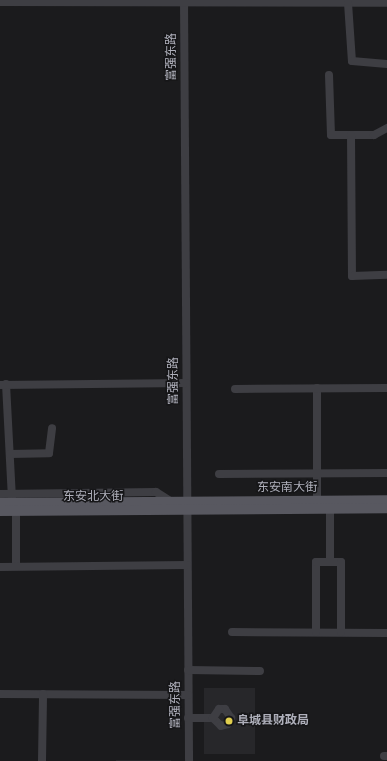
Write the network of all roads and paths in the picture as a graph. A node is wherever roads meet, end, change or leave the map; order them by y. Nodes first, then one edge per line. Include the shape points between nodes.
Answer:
1 (184, 1) edge
2 (0, 2) edge
3 (348, 3) junction
4 (387, 3) edge
5 (387, 64) edge
6 (329, 75) dead end
7 (387, 128) edge
8 (351, 135) junction
9 (387, 275) edge
10 (186, 383) junction
11 (3, 385) edge
12 (235, 388) dead end
13 (317, 388) junction
14 (387, 388) edge
15 (52, 428) dead end
16 (10, 454) junction
17 (317, 473) junction
18 (387, 473) edge
19 (219, 474) dead end
20 (0, 494) edge
21 (387, 500) edge
22 (317, 501) junction
23 (14, 502) junction
24 (0, 503) edge
25 (187, 506) junction
26 (387, 508) edge
27 (330, 509) junction
28 (0, 511) edge
29 (330, 562) junction
30 (187, 565) junction
31 (16, 566) junction
32 (0, 567) edge
33 (232, 632) dead end
34 (316, 632) junction
35 (341, 632) junction
36 (387, 633) edge
37 (188, 670) junction
38 (260, 670) dead end
39 (0, 694) edge
40 (42, 694) junction
41 (188, 695) junction
42 (188, 718) junction
43 (213, 718) dead end
44 (42, 761) edge
45 (189, 761) edge

1 - 2 street
1 - 3 street
1 - 10 street, 富强东路
3 - 4 street
3 - 5 street via 352,61
6 - 8 street via 331,135
7 - 8 street via 380,135
8 - 9 street via 352,276
10 - 11 street
10 - 25 street, 富强东路
11 - 16 street
12 - 13 street
13 - 14 street
13 - 17 street
15 - 16 street via 49,453
16 - 23 street
17 - 18 street
17 - 19 street
17 - 22 street
20 - 23 street
21 - 22 main road, 东安南大街
22 - 25 main road, 东安南大街
23 - 24 main road, 东安北大街
23 - 25 main road, 东安北大街
23 - 25 main road, 东安北大街 via 172,502
23 - 28 main road, 东安北大街
23 - 31 street
25 - 27 main road, 东安南大街
25 - 30 street, 富强东路
26 - 27 main road, 东安南大街
27 - 29 street
29 - 34 street via 316,562
29 - 35 street via 341,562
30 - 31 street
30 - 37 street, 富强东路
31 - 32 street
33 - 34 street
34 - 35 street
35 - 36 street
37 - 38 street
37 - 41 street, 富强东路
39 - 40 street
40 - 41 street
40 - 44 street
41 - 42 street, 富强东路
42 - 43 street
42 - 45 street, 富强东路

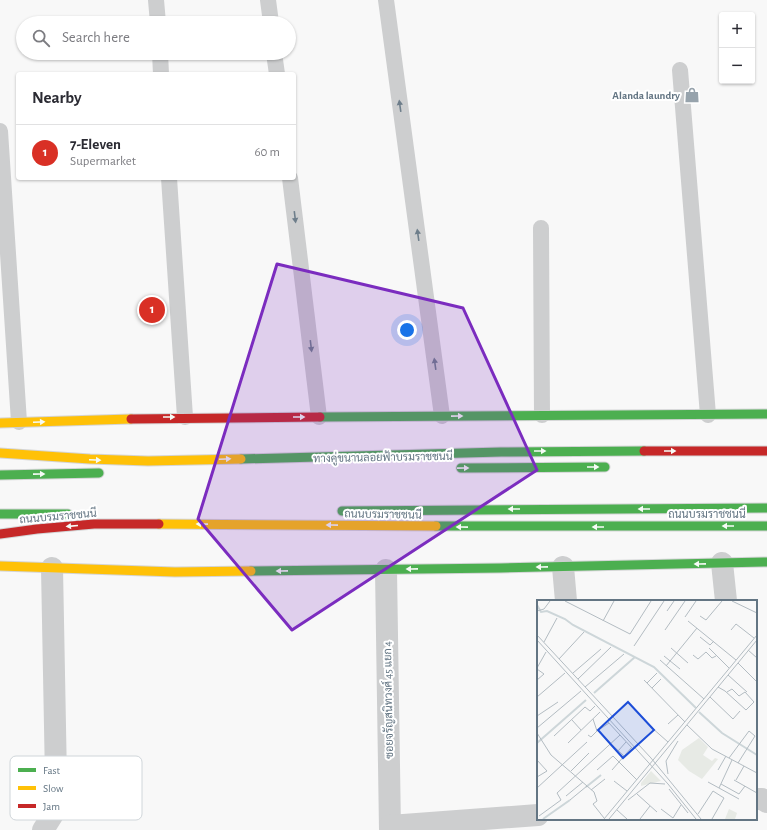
● ● ● ●
• Task to carry out:
Repeat the records above verbatim, with no pictures in the result.

• Solved problem:
Write the network of all roads and paths in the picture as a graph. A node is wherever roads meet, end, change or leave the map; order them by y. Nodes first, then one edge per line. Include the shape points between nodes.
Answer:
1 (184, 1) edge
2 (0, 2) edge
3 (348, 3) junction
4 (387, 3) edge
5 (387, 64) edge
6 (329, 75) dead end
7 (387, 128) edge
8 (351, 135) junction
9 (387, 275) edge
10 (186, 383) junction
11 (3, 385) edge
12 (235, 388) dead end
13 (317, 388) junction
14 (387, 388) edge
15 (52, 428) dead end
16 (10, 454) junction
17 (317, 473) junction
18 (387, 473) edge
19 (219, 474) dead end
20 (0, 494) edge
21 (387, 500) edge
22 (317, 501) junction
23 (14, 502) junction
24 (0, 503) edge
25 (187, 506) junction
26 (387, 508) edge
27 (330, 509) junction
28 (0, 511) edge
29 (330, 562) junction
30 (187, 565) junction
31 (16, 566) junction
32 (0, 567) edge
33 (232, 632) dead end
34 (316, 632) junction
35 (341, 632) junction
36 (387, 633) edge
37 (188, 670) junction
38 (260, 670) dead end
39 (0, 694) edge
40 (42, 694) junction
41 (188, 695) junction
42 (188, 718) junction
43 (213, 718) dead end
44 (42, 761) edge
45 (189, 761) edge

1 - 2 street
1 - 3 street
1 - 10 street, 富强东路
3 - 4 street
3 - 5 street via 352,61
6 - 8 street via 331,135
7 - 8 street via 380,135
8 - 9 street via 352,276
10 - 11 street
10 - 25 street, 富强东路
11 - 16 street
12 - 13 street
13 - 14 street
13 - 17 street
15 - 16 street via 49,453
16 - 23 street
17 - 18 street
17 - 19 street
17 - 22 street
20 - 23 street
21 - 22 main road, 东安南大街
22 - 25 main road, 东安南大街
23 - 24 main road, 东安北大街
23 - 25 main road, 东安北大街
23 - 25 main road, 东安北大街 via 172,502
23 - 28 main road, 东安北大街
23 - 31 street
25 - 27 main road, 东安南大街
25 - 30 street, 富强东路
26 - 27 main road, 东安南大街
27 - 29 street
29 - 34 street via 316,562
29 - 35 street via 341,562
30 - 31 street
30 - 37 street, 富强东路
31 - 32 street
33 - 34 street
34 - 35 street
35 - 36 street
37 - 38 street
37 - 41 street, 富强东路
39 - 40 street
40 - 41 street
40 - 44 street
41 - 42 street, 富强东路
42 - 43 street
42 - 45 street, 富强东路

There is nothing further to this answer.